The HATS study was an example of the efforts undertaken to analyze the impact of CHD , a placebo controlled double blind trial enrolled 160 patients with coronary disease, low HDL cholesterol levels, and normal low-density lipoprotein (LDL) cholesterol levels in order to assess the impact of simvastatin, niacin, and antioxidants in the prevention of coronary disease.

== Study details ==
The HATS study enrolled 160 patients with preexising coronary disease and with evidence of stenosis in the coronary vessels. Potential participants were excluded based on strict criteria such as previous history of coronary bypass surgery, severe hypertension, uncontrolled diabetes, and were stratified based on sex, triglyceride levels, and level of risk. The participants were then subsequently randomly assigned and enrolled to receive one of the following 4 treatment regimens: simvastatin plus niacin, antioxidants, simvastatin–niacin plus antioxidants, or placebos. The antioxidants included vitamin E, vitamin C, beta-carotene, and selenium.

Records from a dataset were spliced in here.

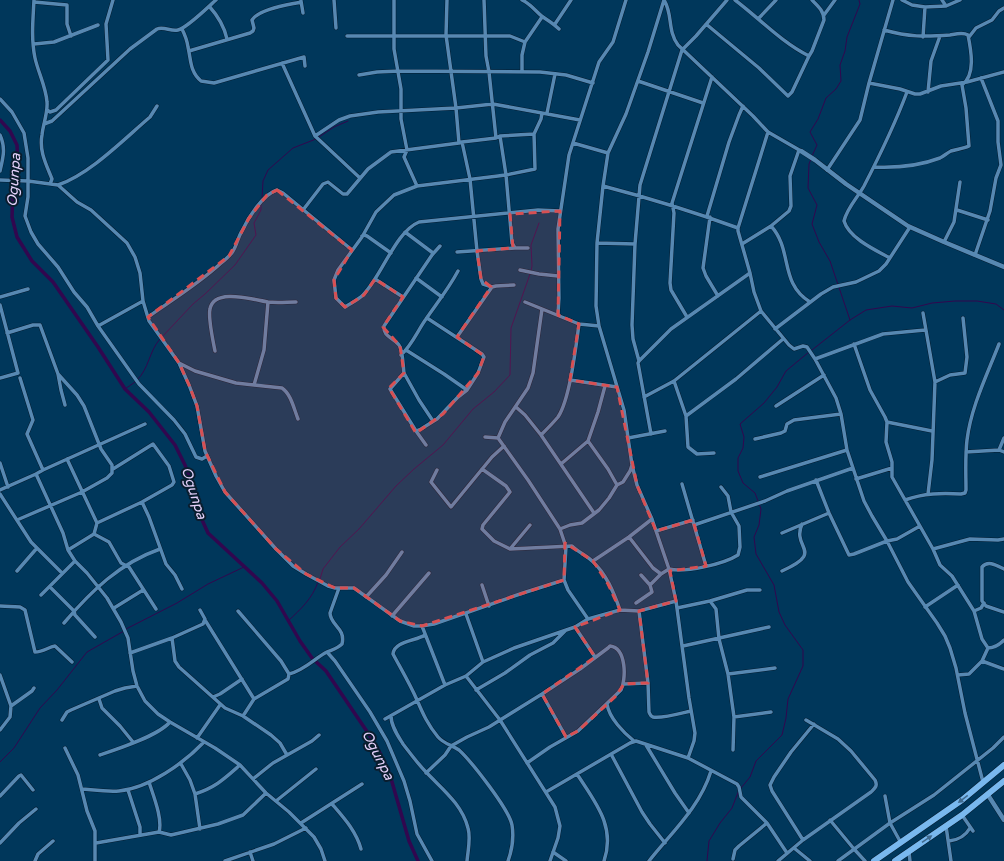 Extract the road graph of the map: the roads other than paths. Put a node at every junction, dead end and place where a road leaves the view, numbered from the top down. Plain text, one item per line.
1 (113, 0) edge
2 (216, 0) edge
3 (334, 0) edge
4 (394, 0) edge
5 (447, 0) edge
6 (484, 0) edge
7 (522, 0) edge
8 (571, 0) edge
9 (626, 0) edge
10 (664, 0) edge
11 (727, 0) edge
12 (735, 0) edge
13 (776, 0) edge
14 (812, 0) edge
15 (835, 0) edge
16 (893, 0) edge
17 (902, 0) edge
18 (942, 0) edge
19 (960, 0) edge
20 (34, 1) edge
21 (301, 1) edge
22 (209, 6) junction
23 (946, 6) junction
24 (925, 7) junction
25 (1004, 8) edge
26 (303, 13) dead end
27 (824, 15) junction
28 (542, 17) junction
29 (759, 18) junction
30 (555, 24) junction
31 (706, 24) junction
32 (98, 25) dead end
33 (336, 28) dead end
34 (182, 29) junction
35 (559, 29) dead end
36 (884, 30) junction
37 (394, 35) junction
38 (446, 35) junction
39 (71, 36) junction
40 (347, 36) dead end
41 (486, 36) junction
42 (940, 36) junction
43 (922, 37) junction
44 (969, 37) junction
45 (227, 39) junction
46 (525, 42) junction
47 (34, 44) junction
48 (682, 50) junction
49 (189, 51) junction
50 (808, 56) junction
51 (282, 63) junction
52 (305, 66) dead end
53 (399, 71) junction
54 (451, 72) junction
55 (489, 72) junction
56 (522, 72) junction
57 (1004, 72) edge
58 (556, 74) junction
59 (359, 75) dead end
60 (712, 78) junction
61 (981, 78) junction
62 (638, 81) junction
63 (967, 82) junction
64 (593, 83) junction
65 (869, 83) junction
66 (907, 92) junction
67 (928, 92) junction
68 (670, 93) junction
69 (0, 99) edge
70 (703, 103) junction
71 (493, 104) junction
72 (157, 106) dead end
73 (743, 106) junction
74 (456, 108) junction
75 (47, 110) junction
76 (401, 111) junction
77 (542, 113) junction
78 (547, 113) junction
79 (580, 120) junction
80 (44, 124) junction
81 (768, 132) junction
82 (534, 134) junction
83 (0, 135) edge
84 (315, 136) junction
85 (498, 137) junction
86 (460, 143) junction
87 (573, 143) junction
88 (407, 150) junction
89 (800, 151) junction
90 (608, 153) junction
91 (874, 167) junction
92 (827, 170) junction
93 (0, 171) edge
94 (506, 175) junction
95 (360, 178) junction
96 (470, 179) junction
97 (0, 180) edge
98 (27, 181) junction
99 (960, 182) dead end
100 (50, 184) junction
101 (58, 185) junction
102 (417, 186) junction
103 (603, 186) junction
104 (860, 193) junction
105 (638, 195) junction
106 (672, 206) junction
107 (303, 210) junction
108 (957, 210) junction
109 (560, 211) junction
110 (510, 214) junction
111 (473, 216) junction
112 (708, 217) junction
113 (988, 220) junction
114 (771, 226) junction
115 (910, 227) junction
116 (738, 228) junction
117 (405, 232) junction
118 (362, 237) junction
119 (944, 242) junction
120 (597, 243) junction
121 (635, 244) junction
122 (742, 244) junction
123 (440, 246) dead end
124 (515, 248) junction
125 (528, 248) dead end
126 (352, 250) junction
127 (476, 251) junction
128 (457, 252) dead end
129 (391, 253) junction
130 (433, 253) junction
131 (975, 255) junction
132 (890, 258) junction
133 (1004, 267) edge
134 (520, 270) dead end
135 (458, 271) dead end
136 (750, 273) junction
137 (558, 276) junction
138 (416, 278) junction
139 (375, 279) junction
140 (514, 285) dead end
141 (492, 287) junction
142 (28, 289) dead end
143 (404, 296) junction
144 (718, 296) junction
145 (0, 297) edge
146 (442, 297) junction
147 (143, 301) junction
148 (268, 302) junction
149 (296, 302) dead end
150 (525, 302) dead end
151 (810, 302) junction
152 (0, 305) edge
153 (542, 309) junction
154 (761, 311) junction
155 (923, 312) dead end
156 (558, 314) junction
157 (148, 317) junction
158 (687, 317) junction
159 (427, 318) junction
160 (963, 318) dead end
161 (579, 324) junction
162 (98, 326) junction
163 (599, 326) junction
164 (775, 329) junction
165 (925, 330) junction
166 (7, 332) junction
167 (457, 337) junction
168 (783, 339) junction
169 (854, 344) junction
170 (999, 344) dead end
171 (400, 348) junction
172 (406, 350) junction
173 (215, 351) dead end
174 (401, 355) junction
175 (814, 358) junction
176 (640, 361) junction
177 (179, 363) junction
178 (404, 373) junction
179 (58, 374) junction
180 (824, 374) junction
181 (0, 378) edge
182 (20, 378) dead end
183 (570, 380) junction
184 (674, 381) junction
185 (935, 382) junction
186 (254, 385) junction
187 (605, 386) junction
188 (617, 387) junction
189 (466, 390) junction
190 (644, 397) junction
191 (65, 405) dead end
192 (776, 406) dead end
193 (516, 407) junction
194 (841, 414) junction
195 (686, 416) junction
196 (298, 419) dead end
197 (433, 421) junction
198 (886, 422) junction
199 (145, 424) dead end
200 (416, 431) junction
201 (665, 431) dead end
202 (932, 431) junction
203 (651, 434) junction
204 (541, 435) junction
205 (485, 437) dead end
206 (498, 438) junction
207 (628, 438) junction
208 (1004, 438) edge
209 (755, 439) dead end
210 (588, 441) junction
211 (100, 445) junction
212 (426, 445) dead end
213 (504, 446) junction
214 (847, 450) junction
215 (999, 450) junction
216 (966, 452) junction
217 (1004, 452) edge
218 (714, 453) dead end
219 (207, 456) junction
220 (67, 459) junction
221 (0, 463) edge
222 (561, 464) junction
223 (632, 465) junction
224 (853, 468) junction
225 (892, 468) junction
226 (113, 469) junction
227 (482, 469) junction
228 (44, 470) junction
229 (436, 470) dead end
230 (36, 474) junction
231 (760, 477) dead end
232 (856, 479) junction
233 (816, 480) junction
234 (682, 484) dead end
235 (618, 485) junction
236 (8, 486) junction
237 (721, 487) dead end
238 (0, 490) edge
239 (82, 492) junction
240 (0, 494) edge
241 (928, 494) junction
242 (905, 500) junction
243 (142, 502) junction
244 (50, 506) junction
245 (732, 512) junction
246 (829, 512) junction
247 (594, 513) junction
248 (652, 519) junction
249 (17, 520) junction
250 (693, 520) junction
251 (97, 523) junction
252 (802, 524) junction
253 (530, 525) dead end
254 (694, 525) junction
255 (920, 526) junction
256 (560, 529) junction
257 (656, 531) junction
258 (782, 533) dead end
259 (94, 534) junction
260 (628, 537) junction
261 (1004, 539) edge
262 (887, 541) junction
263 (566, 547) junction
264 (37, 548) junction
265 (160, 549) junction
266 (510, 549) junction
267 (933, 549) junction
268 (68, 550) junction
269 (402, 552) dead end
270 (75, 561) junction
271 (593, 561) junction
272 (126, 566) junction
273 (706, 566) junction
274 (669, 569) junction
275 (1004, 569) edge
276 (17, 571) dead end
277 (782, 571) dead end
278 (62, 573) junction
279 (429, 573) dead end
280 (661, 574) junction
281 (641, 575) dead end
282 (564, 580) junction
283 (650, 585) junction
284 (958, 585) junction
285 (99, 586) junction
286 (482, 586) dead end
287 (50, 587) junction
288 (339, 588) junction
289 (182, 589) dead end
290 (143, 590) junction
291 (760, 590) dead end
292 (41, 595) dead end
293 (366, 597) junction
294 (710, 601) junction
295 (676, 602) junction
296 (636, 603) dead end
297 (984, 603) junction
298 (0, 606) edge
299 (488, 606) junction
300 (925, 607) junction
301 (114, 608) junction
302 (677, 608) junction
303 (156, 609) dead end
304 (200, 610) dead end
305 (620, 610) junction
306 (238, 611) dead end
307 (639, 611) junction
308 (974, 611) junction
309 (74, 612) junction
310 (1004, 612) edge
311 (466, 614) junction
312 (392, 616) junction
313 (588, 619) junction
314 (205, 620) junction
315 (64, 623) dead end
316 (422, 626) junction
317 (575, 627) junction
318 (769, 627) dead end
319 (567, 629) junction
320 (425, 636) junction
321 (95, 637) dead end
322 (172, 638) junction
323 (719, 639) junction
324 (1004, 640) edge
325 (683, 646) junction
326 (988, 648) junction
327 (130, 653) junction
328 (326, 653) junction
329 (595, 657) junction
330 (982, 661) junction
331 (72, 662) dead end
332 (483, 662) junction
333 (775, 668) dead end
334 (1004, 669) edge
335 (289, 674) junction
336 (728, 674) junction
337 (0, 675) edge
338 (958, 675) junction
339 (466, 676) junction
340 (242, 679) junction
341 (1, 681) edge
342 (648, 683) junction
343 (624, 684) junction
344 (444, 685) junction
345 (137, 686) junction
346 (34, 688) dead end
347 (476, 690) junction
348 (542, 694) junction
349 (213, 697) junction
350 (99, 699) junction
351 (254, 699) junction
352 (417, 700) junction
353 (607, 704) junction
354 (220, 705) junction
355 (11, 706) junction
356 (691, 711) junction
357 (771, 712) dead end
358 (243, 716) junction
359 (390, 716) junction
360 (734, 717) junction
361 (385, 719) dead end
362 (62, 720) dead end
363 (500, 720) junction
364 (806, 720) dead end
365 (170, 722) junction
366 (814, 724) junction
367 (0, 730) edge
368 (319, 735) dead end
369 (566, 737) junction
370 (1004, 737) edge
371 (197, 738) junction
372 (1001, 740) junction
373 (634, 741) junction
374 (133, 742) junction
375 (204, 742) junction
376 (1004, 744) edge
377 (646, 745) junction
378 (451, 746) junction
379 (65, 748) dead end
380 (733, 750) dead end
381 (611, 754) junction
382 (100, 755) dead end
383 (287, 755) junction
384 (688, 758) junction
385 (978, 761) junction
386 (527, 763) junction
387 (181, 764) junction
388 (240, 765) junction
389 (1004, 765) edge
390 (316, 769) dead end
391 (711, 770) junction
392 (426, 773) junction
393 (577, 774) junction
394 (253, 778) junction
395 (1004, 781) edge
396 (148, 782) junction
397 (983, 782) junction
398 (362, 784) dead end
399 (82, 789) junction
400 (33, 790) dead end
401 (128, 790) junction
402 (266, 792) junction
403 (546, 792) junction
404 (195, 794) junction
405 (988, 795) junction
406 (0, 796) edge
407 (885, 796) dead end
408 (276, 801) junction
409 (332, 804) junction
410 (36, 809) dead end
411 (1002, 812) edge
412 (689, 813) junction
413 (962, 815) junction
414 (830, 820) junction
415 (1004, 820) edge
416 (301, 823) junction
417 (766, 823) junction
418 (890, 824) junction
419 (946, 826) junction
420 (306, 828) junction
421 (200, 829) junction
422 (159, 832) junction
423 (140, 834) junction
424 (804, 840) junction
425 (53, 841) dead end
426 (96, 842) junction
427 (949, 842) junction
428 (0, 843) edge
429 (664, 843) junction
430 (901, 843) junction
431 (794, 848) junction
432 (360, 849) dead end
433 (854, 849) junction
434 (250, 852) junction
435 (553, 852) junction
436 (909, 852) junction
437 (787, 854) junction
438 (733, 860) dead end
439 (35, 861) edge
440 (95, 861) edge
441 (225, 861) edge
442 (253, 861) edge
443 (324, 861) edge
444 (432, 861) edge
445 (467, 861) edge
446 (508, 861) edge
447 (550, 861) edge
448 (566, 861) edge
449 (604, 861) edge
450 (649, 861) edge
451 (778, 861) edge
452 (810, 861) edge
453 (838, 861) edge
454 (865, 861) edge
455 (874, 861) edge
456 (895, 861) edge
457 (910, 861) edge
458 (951, 861) edge

1 - 75 street
2 - 22 street
3 - 33 street
4 - 37 street
5 - 38 street
6 - 41 street
7 - 28 street
8 - 30 street
9 - 64 street
10 - 48 street
10 - 62 street
11 - 31 street
12 - 29 street
13 - 29 street
14 - 27 street
15 - 27 street
16 - 36 street
17 - 24 street
18 - 23 street
19 - 23 street
20 - 39 street
20 - 47 street
21 - 26 street
21 - 45 street
22 - 34 street
22 - 45 street
23 - 24 street
24 - 43 street
25 - 44 street
27 - 50 street
28 - 30 street
28 - 46 street
29 - 50 street
30 - 35 street
31 - 48 street
31 - 50 street
32 - 39 street
34 - 49 street
34 - 80 street
36 - 43 street
36 - 65 street
37 - 38 street
37 - 40 street
37 - 53 street
38 - 41 street
38 - 54 street
39 - 47 street
41 - 46 street
41 - 55 street
42 - 43 street
42 - 44 street
42 - 67 street
44 - 63 street
45 - 49 street
46 - 56 street
47 - 75 street
48 - 60 street
48 - 68 street
49 - 51 street
51 - 52 street
51 - 84 street
53 - 54 street
53 - 59 street
53 - 76 street
54 - 55 street
54 - 74 street
55 - 56 street
55 - 71 street
56 - 58 street
57 - 61 street
58 - 64 street
58 - 78 street
60 - 70 street
60 - 73 street
61 - 63 street
61 - 113 street
62 - 68 street
62 - 90 street
63 - 67 street
63 - 91 street
64 - 79 street
65 - 66 street
65 - 92 street
66 - 67 street
66 - 91 street
68 - 70 street
68 - 105 street
69 - 98 street
70 - 106 street
71 - 74 street
71 - 77 street
71 - 85 street
72 - 101 street
73 - 81 street
73 - 112 street
74 - 76 street
74 - 86 street
75 - 80 street
76 - 84 street
76 - 88 street
77 - 78 street
77 - 82 street
78 - 79 street
79 - 87 street
80 - 100 street
81 - 89 street
81 - 116 street
82 - 85 street
82 - 94 street
83 - 93 street
84 - 95 street
85 - 86 street
85 - 94 street
86 - 88 street
86 - 96 street
87 - 90 street
87 - 109 street
88 - 95 street
88 - 102 street
89 - 92 street
89 - 114 street
90 - 103 street
91 - 104 street
92 - 104 street
94 - 96 street
94 - 110 street
95 - 107 street
96 - 102 street
96 - 111 street
97 - 98 street
98 - 100 street
98 - 162 street
99 - 108 street
100 - 101 street
101 - 147 street
102 - 118 street
103 - 105 street
103 - 120 street
104 - 115 street
104 - 132 street
105 - 106 street
105 - 121 street
106 - 112 street
106 - 158 street
107 - 126 street
107 - 157 street
108 - 113 street
108 - 119 street
109 - 110 street
109 - 137 street
110 - 111 street
110 - 124 street
111 - 117 street
111 - 127 street
112 - 116 street
112 - 144 street
113 - 131 street
114 - 122 street
114 - 151 street
115 - 119 street
115 - 132 street
116 - 122 street
117 - 129 street
117 - 130 street
118 - 126 street
118 - 129 street
119 - 131 street
120 - 121 street
120 - 163 street
121 - 176 street
122 - 136 street
123 - 130 street
124 - 125 street
124 - 127 street
126 - 139 street
127 - 128 street
127 - 141 street
129 - 139 street
130 - 138 street
131 - 133 street
132 - 151 street
134 - 137 street
135 - 146 street
136 - 144 street
136 - 154 street
137 - 156 street
138 - 143 street
138 - 146 street
139 - 143 street
140 - 141 street
141 - 167 street
142 - 145 street
143 - 171 street
144 - 158 street
146 - 159 street
147 - 157 street
147 - 162 street
148 - 149 street
148 - 173 street
148 - 186 street
150 - 153 street
151 - 164 street
152 - 166 street
153 - 156 street
153 - 193 street
154 - 164 street
154 - 184 street
155 - 165 street
156 - 161 street
157 - 177 street
158 - 176 street
159 - 167 street
159 - 172 street
160 - 185 street
161 - 163 street
161 - 183 street
162 - 219 street
163 - 188 street
164 - 168 street
165 - 169 street
165 - 185 street
166 - 179 street
166 - 181 street
167 - 189 street
168 - 175 street
168 - 195 street
169 - 175 street
169 - 198 street
170 - 216 street
171 - 172 street
171 - 174 street
172 - 174 street
172 - 189 street
174 - 178 street
175 - 180 street
176 - 190 street
177 - 186 street
177 - 219 street
178 - 197 street
178 - 200 street
179 - 191 street
179 - 211 street
180 - 192 street
180 - 194 street
182 - 228 street
183 - 187 street
183 - 204 street
184 - 190 street
184 - 195 street
185 - 202 street
186 - 196 street
187 - 188 street
187 - 210 street
188 - 207 street
189 - 197 street
190 - 203 street
193 - 204 street
193 - 206 street
194 - 209 street
194 - 214 street
195 - 218 street
197 - 200 street
198 - 202 street
198 - 225 street
199 - 211 street
200 - 212 street
201 - 203 street
202 - 241 street
203 - 207 street
204 - 222 street
205 - 206 street
206 - 213 street
207 - 223 street
208 - 215 street
210 - 222 street
210 - 235 street
211 - 220 street
211 - 226 street
213 - 227 street
213 - 256 street
214 - 224 street
214 - 231 street
215 - 216 street
215 - 217 street
216 - 241 street
219 - 288 street
220 - 228 street
220 - 239 street
221 - 236 street
222 - 247 street
223 - 235 street
223 - 248 street
224 - 232 street
224 - 233 street
225 - 232 street
225 - 242 street
226 - 239 street
226 - 243 street
227 - 229 street
227 - 266 street
228 - 230 street
230 - 236 street
230 - 244 street
232 - 262 street
233 - 245 street
233 - 246 street
234 - 250 street
235 - 247 street
236 - 238 street
237 - 245 street
239 - 244 street
239 - 251 street
240 - 249 street
241 - 242 street
242 - 255 street
243 - 251 street
243 - 265 street
244 - 249 street
244 - 268 street
245 - 254 street
245 - 273 street
246 - 252 street
246 - 262 street
247 - 256 street
248 - 257 street
248 - 260 street
249 - 264 street
250 - 254 street
250 - 257 street
251 - 259 street
252 - 258 street
252 - 277 street
253 - 266 street
254 - 273 street
255 - 262 street
255 - 267 street
256 - 263 street
257 - 274 street
259 - 268 street
259 - 272 street
260 - 271 street
260 - 280 street
261 - 267 street
262 - 300 street
263 - 266 street
263 - 271 street
263 - 282 street
264 - 276 street
264 - 278 street
265 - 272 street
265 - 289 street
267 - 284 street
268 - 270 street
269 - 293 street
270 - 278 street
270 - 285 street
271 - 305 street
272 - 285 street
272 - 290 street
273 - 274 street
274 - 280 street
274 - 295 street
275 - 297 street
278 - 287 street
279 - 312 street
280 - 283 street
281 - 283 street
282 - 299 street
282 - 313 street
283 - 296 street
284 - 300 street
284 - 308 street
285 - 301 street
285 - 309 street
286 - 299 street
287 - 292 street
287 - 309 street
288 - 293 street
288 - 328 street
290 - 301 street
290 - 303 street
291 - 294 street
293 - 312 street
294 - 302 street
294 - 323 street
295 - 302 street
295 - 307 street
297 - 308 street
297 - 310 street
298 - 331 street
299 - 311 street
300 - 338 street
301 - 327 street
302 - 325 street
304 - 314 street
305 - 307 street
305 - 313 street
306 - 335 street
307 - 342 street
308 - 326 street
309 - 315 street
309 - 321 street
311 - 316 street
311 - 332 street
312 - 316 street
313 - 317 street
314 - 322 street
314 - 340 street
316 - 320 street
317 - 319 street
317 - 329 street
318 - 323 street
319 - 332 street
319 - 347 street
320 - 344 street
320 - 352 street
322 - 327 street
322 - 349 street
323 - 325 street
323 - 336 street
324 - 326 street
325 - 356 street
326 - 330 street
327 - 345 street
328 - 335 street
328 - 444 street
329 - 343 street
329 - 348 street
330 - 334 street
330 - 338 street
332 - 339 street
333 - 336 street
335 - 351 street
336 - 360 street
337 - 341 street
338 - 385 street
339 - 344 street
339 - 347 street
340 - 349 street
340 - 351 street
341 - 355 street
342 - 343 street
342 - 356 street
343 - 353 street
344 - 352 street
345 - 350 street
345 - 365 street
346 - 355 street
347 - 363 street
348 - 363 street
348 - 369 street
349 - 354 street
350 - 362 street
350 - 374 street
351 - 358 street
352 - 359 street
352 - 378 street
353 - 369 street
353 - 373 street
354 - 358 street
354 - 371 street
355 - 367 street
356 - 384 street
357 - 360 street
358 - 383 street
359 - 361 street
359 - 392 street
360 - 380 street
363 - 378 street
363 - 386 street
364 - 366 street
365 - 371 street
365 - 374 street
366 - 414 street
366 - 424 street
368 - 383 street
369 - 386 street
370 - 372 street
371 - 375 street
372 - 376 street
372 - 385 street
373 - 377 street
373 - 381 street
374 - 382 street
375 - 387 street
375 - 388 street
377 - 384 street
377 - 412 street
378 - 392 street
378 - 446 street
379 - 399 street
381 - 393 street
381 - 429 street
383 - 394 street
384 - 391 street
385 - 397 street
385 - 418 street
386 - 403 street
387 - 396 street
387 - 404 street
388 - 394 street
388 - 404 street
389 - 397 highway
390 - 408 street
391 - 412 street
391 - 417 street
392 - 445 street
393 - 403 street
393 - 449 street
394 - 402 street
395 - 405 highway
396 - 401 street
396 - 422 street
397 -> 430 highway
398 - 409 street
399 - 401 street
399 - 426 street
400 - 406 street
401 - 423 street
402 - 408 street
402 - 421 street
403 - 435 street
404 - 421 street
405 - 411 street
405 - 413 highway
407 - 418 street
408 - 416 street
409 - 416 street
409 - 432 street
410 - 428 street
411 - 415 street
412 - 429 street
413 - 419 highway
413 - 427 street
414 - 424 street
414 - 433 street
416 - 420 street
417 - 437 street
417 - 438 street
418 - 430 street
418 - 433 street
419 - 427 street
436 -> 419 highway
420 - 434 street
420 - 443 street
421 - 422 street
422 - 423 street
423 - 426 street
424 - 431 street
425 - 439 street
426 - 440 street
427 - 458 street
429 - 450 street
430 - 455 highway
431 - 437 street
431 - 452 street
433 - 453 street
433 - 454 street
434 - 441 street
434 - 442 street
435 - 447 street
435 - 448 street
436 - 456 highway
436 - 457 street
437 - 451 street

During the treatment phase, clinic visits took place monthly for the first five visits and then bimonthly until angiography was performed at three years. During this time, patients were also counseled on exercise, smoking cessation, and healthy dietary habits to raise the HDL level. The data was measured by recording fasting plasma levels of triglycerides, and total HDL and LDL levels every four months. In practice, the study carried for a period of 3 years.

== Results ==
After 3 years, compared to the group that was given placebo, the simvastatin-niacin group demonstrated a 42% (p<0.001) reduction in LDL and a 26% (p<0.001) increase in HDL. Similar results were noted when antioxidants were added to this regimen. The average stenosis in the placebo group progressed by 3.9%, 1.8% in the antioxidant group, 0.7% in the simvastatin-niacin plus antioxidant, and regressed by 0.4% in the simvastatin-niacin alone group. Adverse cardiovascular events occurred in 24% in placebo group, 21% in the antioxidant group, 14% in the simvastatin-niacin plus antioxidant group, and 3% in the simvastatin-niacin alone group.

== Conclusion ==
The simvastatin-niacin alone group showed significant clinical and angiographic benefits in patients with CAD and low HDL levels. Proximal coronary stenosis also regressed slightly, and the rate of adverse cardiovascular events was 90 percent lower than that of the placebo group. Surprisingly, adding antioxidants did not add any additional benefit. Across all treatment groups, there was a reduction in average coronary stenosis and adverse cardiovascular events.